1. permasalahan pembaca dan dampak sosial karya sastra,


2. sejauh mana karya sastra ditentukan atau tergantung dari latar
sosial,
3. perubahan dan perkembangan sosial (Wellek dan Warren, 1994
dalam Wiyatmi, 2013, hlm. 60).

4. Sosiologi pembaca juga mengkaji fungsi sosial sastra, mengkaji


sampai berapa jauh nilai sastra berkaitan dengan nilai sosial.

Pembaca

Pembaca merupakan audiens yang dituju oleh pengarang dalam


menciptakan karya sastranya.
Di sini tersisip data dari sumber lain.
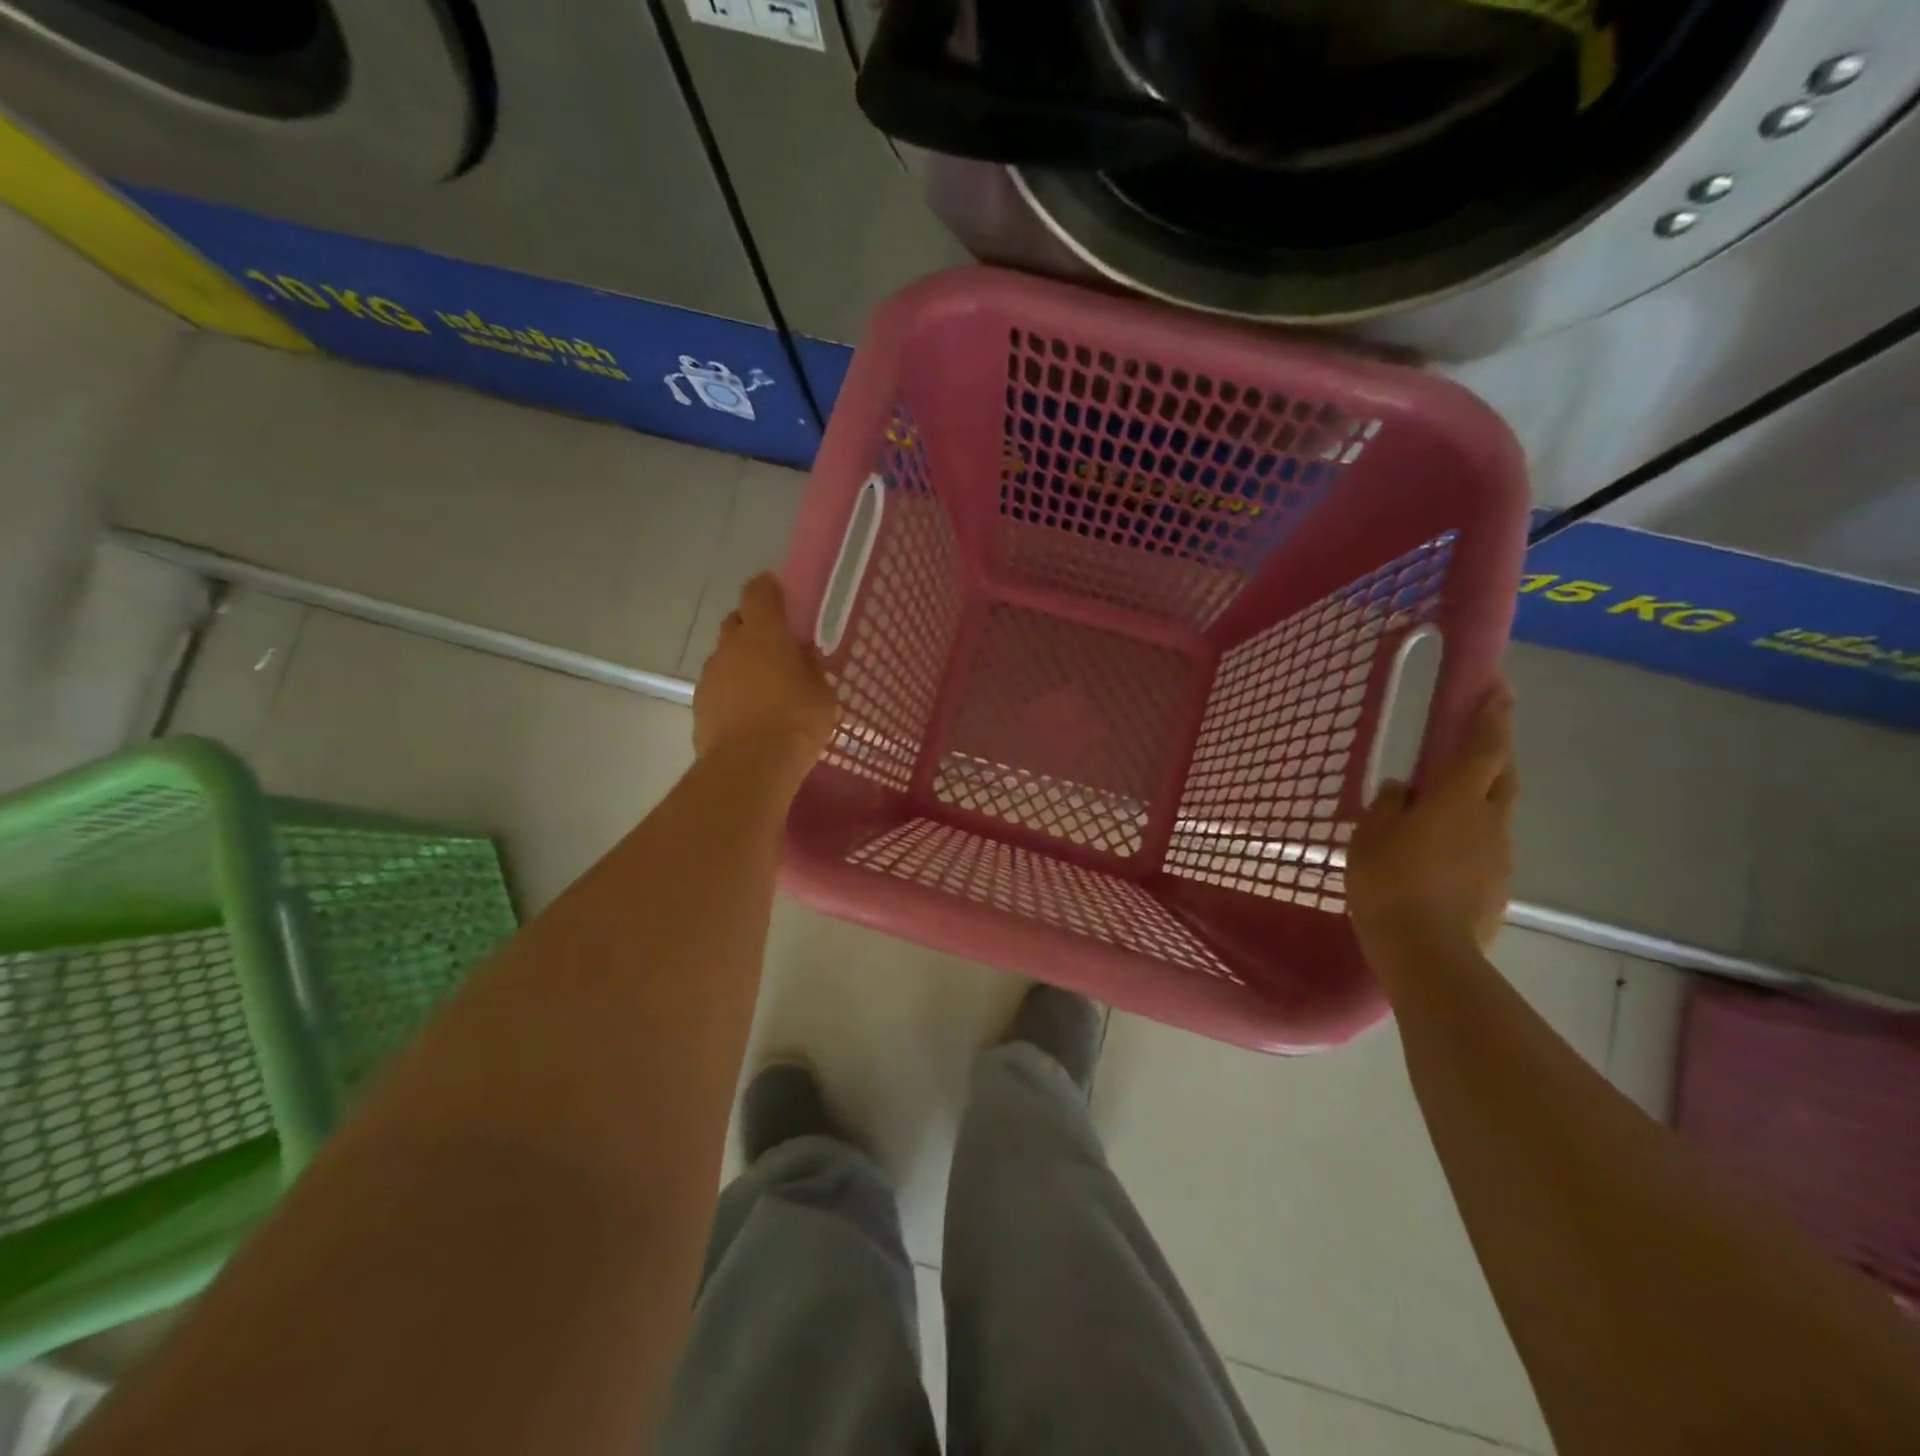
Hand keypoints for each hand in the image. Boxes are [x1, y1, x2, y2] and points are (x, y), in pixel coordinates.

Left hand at [693, 574, 838, 775]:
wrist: (750, 766)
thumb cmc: (797, 721)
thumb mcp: (823, 693)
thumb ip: (812, 669)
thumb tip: (803, 658)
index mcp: (764, 633)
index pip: (759, 591)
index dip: (768, 589)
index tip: (779, 595)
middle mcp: (730, 646)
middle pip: (737, 621)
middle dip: (754, 628)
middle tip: (777, 648)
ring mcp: (710, 675)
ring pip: (725, 657)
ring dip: (742, 664)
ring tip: (765, 689)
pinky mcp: (699, 705)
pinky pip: (718, 688)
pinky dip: (732, 693)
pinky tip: (750, 715)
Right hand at [1348, 683, 1517, 951]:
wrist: (1427, 952)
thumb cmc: (1389, 882)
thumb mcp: (1370, 837)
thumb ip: (1387, 807)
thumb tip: (1401, 790)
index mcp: (1455, 800)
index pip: (1483, 748)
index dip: (1493, 716)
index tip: (1501, 689)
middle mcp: (1488, 821)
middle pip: (1503, 776)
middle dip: (1496, 753)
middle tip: (1478, 743)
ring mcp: (1499, 856)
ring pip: (1494, 815)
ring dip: (1477, 802)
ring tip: (1441, 815)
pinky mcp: (1497, 887)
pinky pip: (1485, 850)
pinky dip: (1468, 842)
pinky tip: (1440, 860)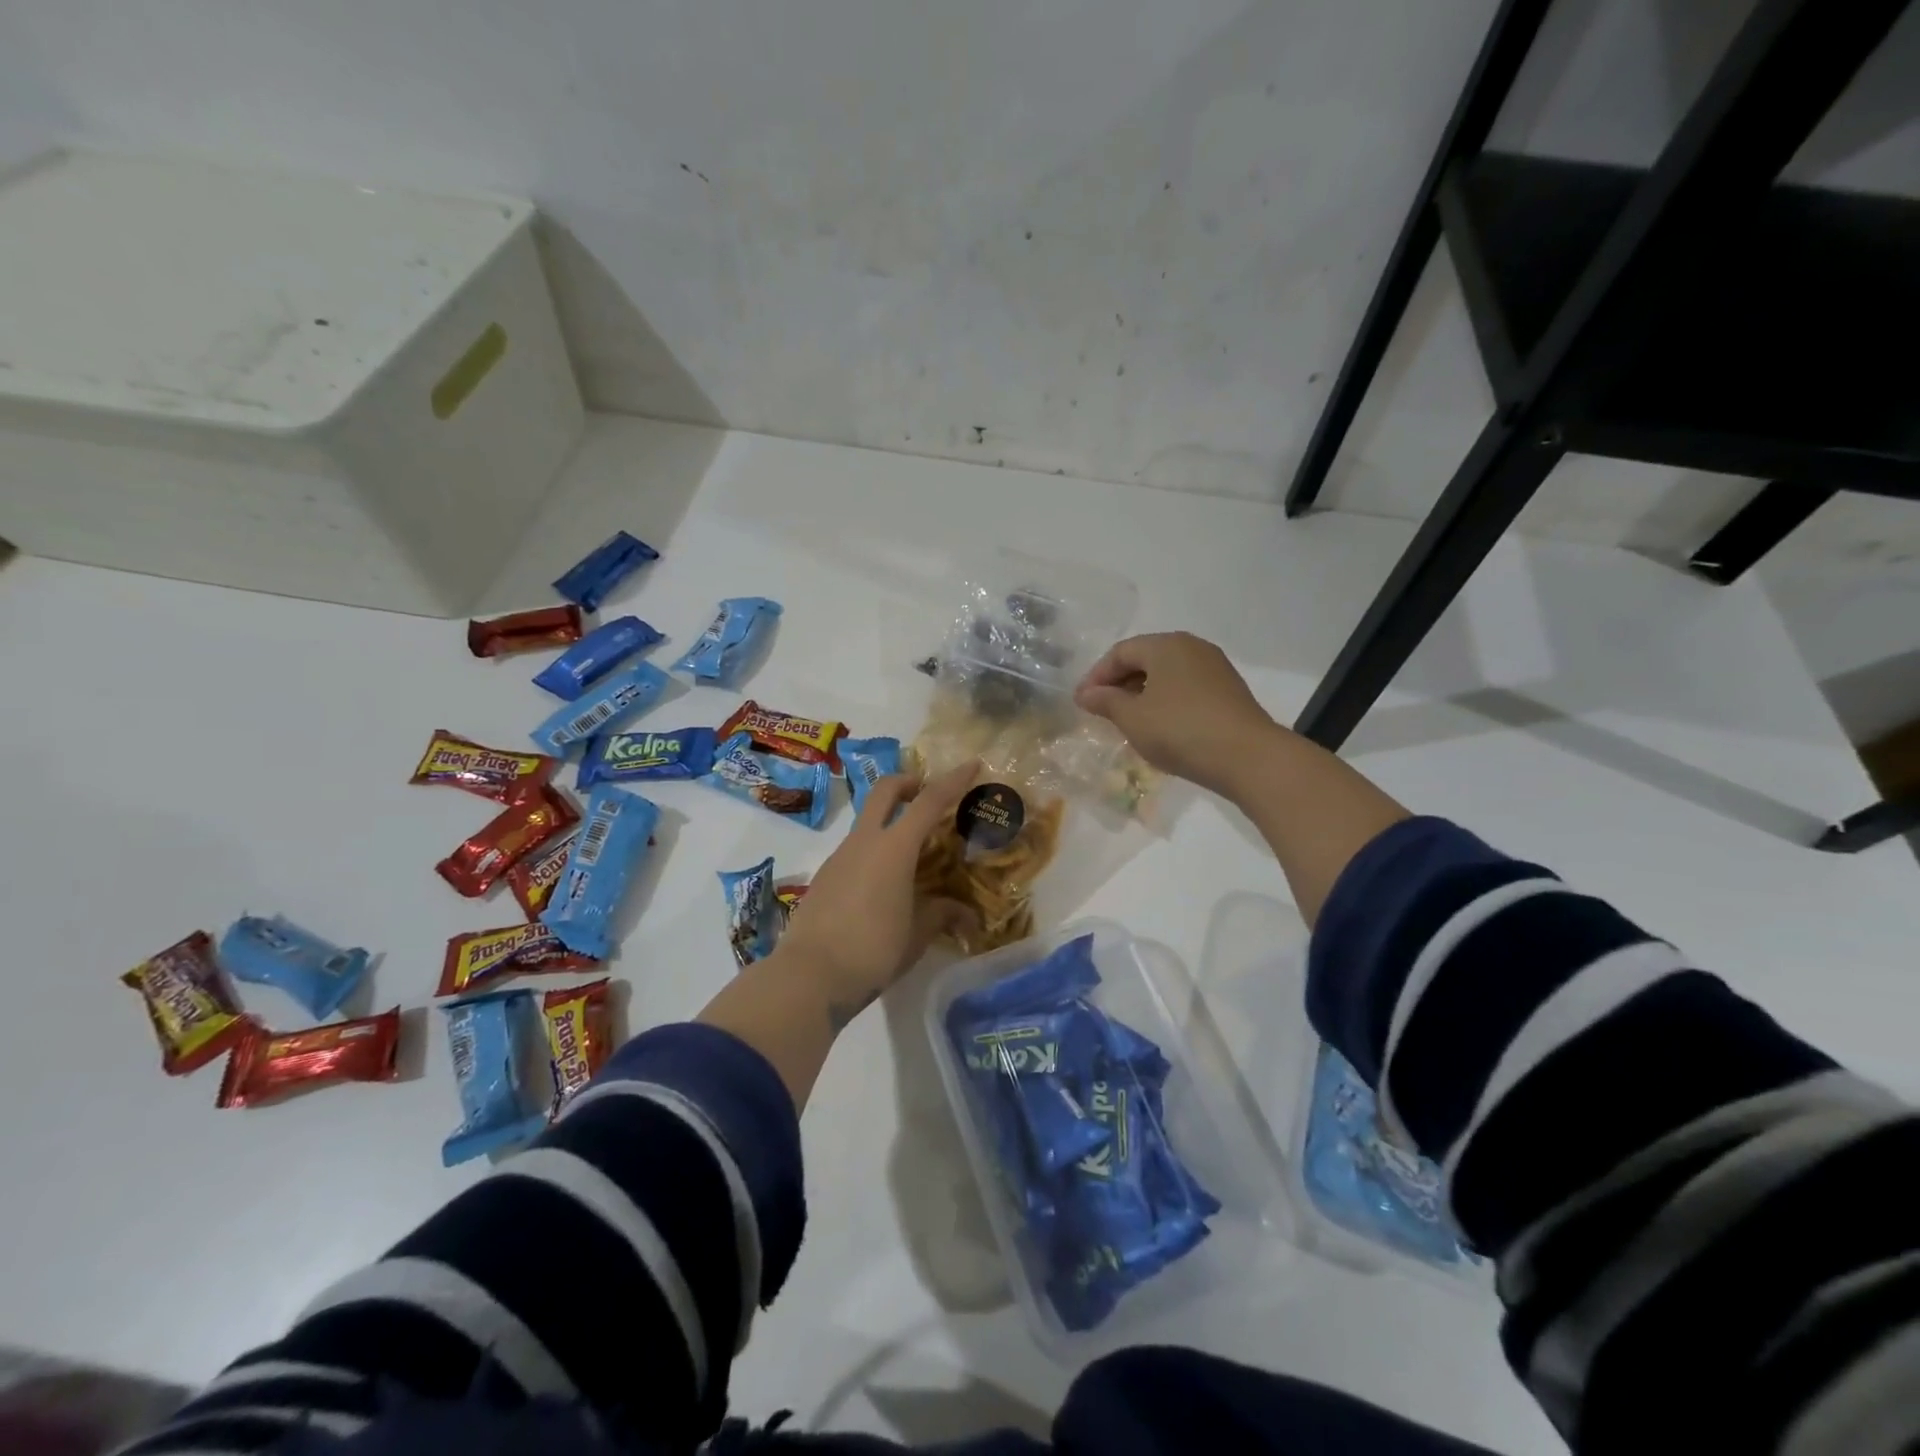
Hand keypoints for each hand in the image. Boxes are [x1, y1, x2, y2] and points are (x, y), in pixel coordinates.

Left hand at [775, 760, 980, 1025]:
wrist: (809, 975)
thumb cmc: (873, 950)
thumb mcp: (917, 935)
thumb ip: (942, 915)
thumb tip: (965, 914)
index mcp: (894, 848)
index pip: (928, 802)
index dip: (953, 780)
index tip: (971, 764)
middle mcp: (864, 842)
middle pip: (885, 790)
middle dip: (910, 782)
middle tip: (929, 793)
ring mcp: (839, 856)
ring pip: (868, 820)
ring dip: (891, 820)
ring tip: (914, 852)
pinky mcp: (825, 875)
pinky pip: (856, 849)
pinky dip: (875, 850)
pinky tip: (886, 884)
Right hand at [1075, 631, 1281, 796]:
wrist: (1247, 756)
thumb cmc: (1180, 730)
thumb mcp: (1133, 718)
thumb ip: (1106, 701)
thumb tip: (1085, 693)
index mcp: (1166, 645)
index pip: (1120, 652)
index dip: (1096, 676)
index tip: (1082, 702)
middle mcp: (1191, 647)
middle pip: (1145, 658)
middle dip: (1119, 683)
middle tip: (1102, 710)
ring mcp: (1214, 667)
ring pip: (1167, 673)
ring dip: (1142, 693)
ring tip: (1128, 720)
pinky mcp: (1228, 690)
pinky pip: (1185, 687)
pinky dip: (1165, 700)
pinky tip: (1160, 725)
Dalam hubungannya dengan
masyarakat pembaca atau publiknya, menurut Wellek dan Warren
(1994), seorang sastrawan tidak hanya mengikuti selera publiknya
atau pelindungnya, tetapi juga dapat menciptakan publiknya.
Menurutnya, banyak sastrawan yang melakukan hal tersebut,
misalnya penyair Coleridge. Sastrawan baru, harus menciptakan cita
rasa baru untuk dinikmati oleh publiknya. Perlu dilakukan kajian
secara empiris mengenai siapa sajakah pembaca yang secara nyata
(riel) membaca karya-karya pengarang tertentu.

Perlu dilakukan kajian secara empiris mengenai siapa sajakah pembaca


yang secara nyata (riel) membaca karya-karya pengarang tertentu.